CS290 Spring 2017

zuozhiw edited this page Aug 29, 2017 · 14 revisions

CS290: Text Analytics in the Big Data Era

Spring 2017, Department of Computer Science, UC Irvine

  • Instructor: Prof. Chen Li
  • Lecture time: Wednesday 3:30-5:00 pm, DBH 3011

Goal:

  • Gain hands-on experiences to build a system to manage large amounts of text information
  • Study research challenges related to text and data management
  • Form teams to do a group project; learn tools and skills to manage a software project.

Schedule

No. Date Topics Todos
01 04/05/2017 Running GUI, Use cases, Task assignments Make GUI work on your data; Initial Design Google Doc linked on github issue
02 04/12/2017 Status update (1) Medline team: Modify the backend to let DictionaryMatcher also accept a file as the input; (2) Twitter team: Add sentiment analysis module/operator (work with @zuozhiw); use Stanford NLP to split a document into sentences; (3) ProposalReport team: Wrap up with query plan the current Chinese proposal data and move on to the next dataset and task; (4) LegalDoc team: modify the Join operator (JoinDistancePredicate) to exclude joined spans that completely contained by other spans, and implement a PDF-to-text operator; (5) SmartGui team: modify the RelationManager to expose the metadata to texera-web server
03 04/17/2017 Status update (1) SmartGui team: implement the autocomplete using the new GUI in the branch of zuozhi-demo-base; (2) Medline team: implement the new file-based dictionary using the new engine (already in master); implement a PDF2Text operator; implement a regex operator using earlier labeled entities; (3) Twitter team: implement a NlpSentenceSplitter operator; (4) LegalDoc team: implement a regex operator using earlier labeled entities; (5) ProposalReport team: implement an operator to write results to an Excel file.
04 04/26/2017 Status update (1) SmartGui team: implement an interface to upload dictionaries to the backend to be persistent; (2) Medline team: Continue the task of developing an operator to support regex with labeled variables; (3) Twitter team: finish the NlpSentenceSplitter operator and look for other NLP packages for tweets; (4) LegalDoc team: design the regex operator with variables; (5) ProposalReport team: finish the ExcelFileSink operator, and implement an AsterixDB Sink operator.
05 05/03/2017 Status update (1) Implement the SentenceSplitter operator with a flag (one tuple with a spanlist or multiple tuples); then talk to Prof.
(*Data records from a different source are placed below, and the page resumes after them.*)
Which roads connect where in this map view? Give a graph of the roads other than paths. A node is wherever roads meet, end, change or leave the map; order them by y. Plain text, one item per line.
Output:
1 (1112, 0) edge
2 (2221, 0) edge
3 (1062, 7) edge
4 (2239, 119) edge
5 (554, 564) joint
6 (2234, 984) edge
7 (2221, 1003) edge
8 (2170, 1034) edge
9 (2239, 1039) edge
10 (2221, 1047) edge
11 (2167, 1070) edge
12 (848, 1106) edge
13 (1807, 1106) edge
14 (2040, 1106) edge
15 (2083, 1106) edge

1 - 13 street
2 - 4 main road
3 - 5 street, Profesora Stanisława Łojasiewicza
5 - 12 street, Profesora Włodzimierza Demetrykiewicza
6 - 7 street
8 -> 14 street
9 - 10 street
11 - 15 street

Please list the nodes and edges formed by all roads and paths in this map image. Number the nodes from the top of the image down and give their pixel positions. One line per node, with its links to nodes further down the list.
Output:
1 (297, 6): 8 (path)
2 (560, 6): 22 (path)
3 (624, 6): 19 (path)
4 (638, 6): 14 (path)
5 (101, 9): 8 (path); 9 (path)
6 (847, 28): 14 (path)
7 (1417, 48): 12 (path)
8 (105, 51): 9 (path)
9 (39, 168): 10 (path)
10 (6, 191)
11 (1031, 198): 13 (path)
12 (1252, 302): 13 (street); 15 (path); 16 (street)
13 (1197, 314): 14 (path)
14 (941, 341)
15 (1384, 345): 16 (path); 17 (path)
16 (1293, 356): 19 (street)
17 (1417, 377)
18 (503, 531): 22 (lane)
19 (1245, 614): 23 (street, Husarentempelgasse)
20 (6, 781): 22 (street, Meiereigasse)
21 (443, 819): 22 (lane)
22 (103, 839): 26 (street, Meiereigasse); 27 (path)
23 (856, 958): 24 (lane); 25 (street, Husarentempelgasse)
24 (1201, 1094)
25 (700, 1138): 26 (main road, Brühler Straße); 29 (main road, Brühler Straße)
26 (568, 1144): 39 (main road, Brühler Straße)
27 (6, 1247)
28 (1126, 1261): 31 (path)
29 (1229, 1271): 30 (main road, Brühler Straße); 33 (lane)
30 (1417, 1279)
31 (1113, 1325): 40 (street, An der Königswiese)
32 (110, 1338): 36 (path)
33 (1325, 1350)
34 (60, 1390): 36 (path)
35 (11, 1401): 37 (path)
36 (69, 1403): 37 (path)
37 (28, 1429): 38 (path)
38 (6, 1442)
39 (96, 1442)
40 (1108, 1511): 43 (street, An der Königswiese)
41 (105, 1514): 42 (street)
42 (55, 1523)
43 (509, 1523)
Huang to make similar changes to the RegexSplitter operator; (2) To support Python in Texera, implement a simple operator (e.g., "string-length()") using two different architectures, and evaluate the development experience and performance; (3) Finish the FileReader operator for different file formats; (4) Finish an operator to write results to an Excel/CSV file; (5) Finish the first implementation of RegexMatcher with variables, and think about how to improve its performance and expressive power; (6) SmartGUI: finish a PR of the backend with MetaData, and do another PR for the frontend autocomplete; (7) Implement an operator of sentiment analysis based on Emojis.
06 05/10/2017 Status update (1) Finish the SentenceSplitter operator; then talk to Prof. Huang to make similar changes to the RegexSplitter operator; (2) Implement a simple operator based on NLTK (in Python) using two different architectures, and evaluate the development experience and performance; (3) Finish an AsterixDB reader and writer; (4) Finish the first implementation of RegexMatcher with variables; (5) Improve its performance and expressive power; (6) SmartGUI: finish a PR of the backend with MetaData, and do another PR for the frontend autocomplete; (7) Implement an operator of sentiment analysis based on Emojis.
07 05/17/2017 Status update (1) Finish the SentenceSplitter operator; talk to Prof. Huang to make similar changes to the RegexSplitter operator; (2) Implement a simple operator based on NLTK (in Python) using two different architectures, and evaluate the development experience and performance; (3) Finish an AsterixDB writer; (4) Finish the first implementation of RegexMatcher with variables; (5) Improve its performance by evaluating a subclass of regexes without qualifiers without building an automaton; (6) Finish the PR for the frontend autocomplete; (7) Start implementing a UI to upload a dictionary; (8) Implement an operator of sentiment analysis based on Emojis.
08 05/24/2017 Status update (1) Finish the SentenceSplitter operator; talk to Prof. Huang to make similar changes to the RegexSplitter operator; (2) Implement a simple operator based on NLTK (in Python) using two different architectures, and evaluate the development experience and performance; (3) Finish the first implementation of RegexMatcher with variables; (4) Improve its performance by evaluating a subclass of regexes without qualifiers without building an automaton; (5) Start implementing a UI to upload a dictionary; (6) Implement an operator of sentiment analysis based on Emojis.
09 05/31/2017 Status update Finish the pending PRs, and prepare for the integration hackathon next Wednesday!

Prerequisites:

  • Desire to learn and build a real open source system;
  • Familiar with Java;
  • Hands-on system-building experiences;
  • Eager to solve open problems;
  • (Optional but a big plus) Have taken CS222 or CS221.

Software Tools:

  • Java
  • Maven
  • Git
  • Wiki
  • Issue tracking

Project Protocol:

  • Do not add large files to git. Check github guidance for details.
  • Write high-quality code.
  • Do high-quality peer reviews.
  • Write good documentations using github wiki.
  • Drawing diagrams: Use Google Drawings. Add diagram source files to Google Drive and change the ownership to "texeraproject AT gmail.com". Add authors to each diagram, and include the source file link on the wiki. Here is an example.
  • Use the "sandbox/" folder on git for your only experiments. Use the format of "[firstname]-[lastname]" (all lower case) for the name of your folder under "sandbox/".
  • Use Github Issues to manage tasks and bugs.

Project Lead:

Chen Li
Chen Li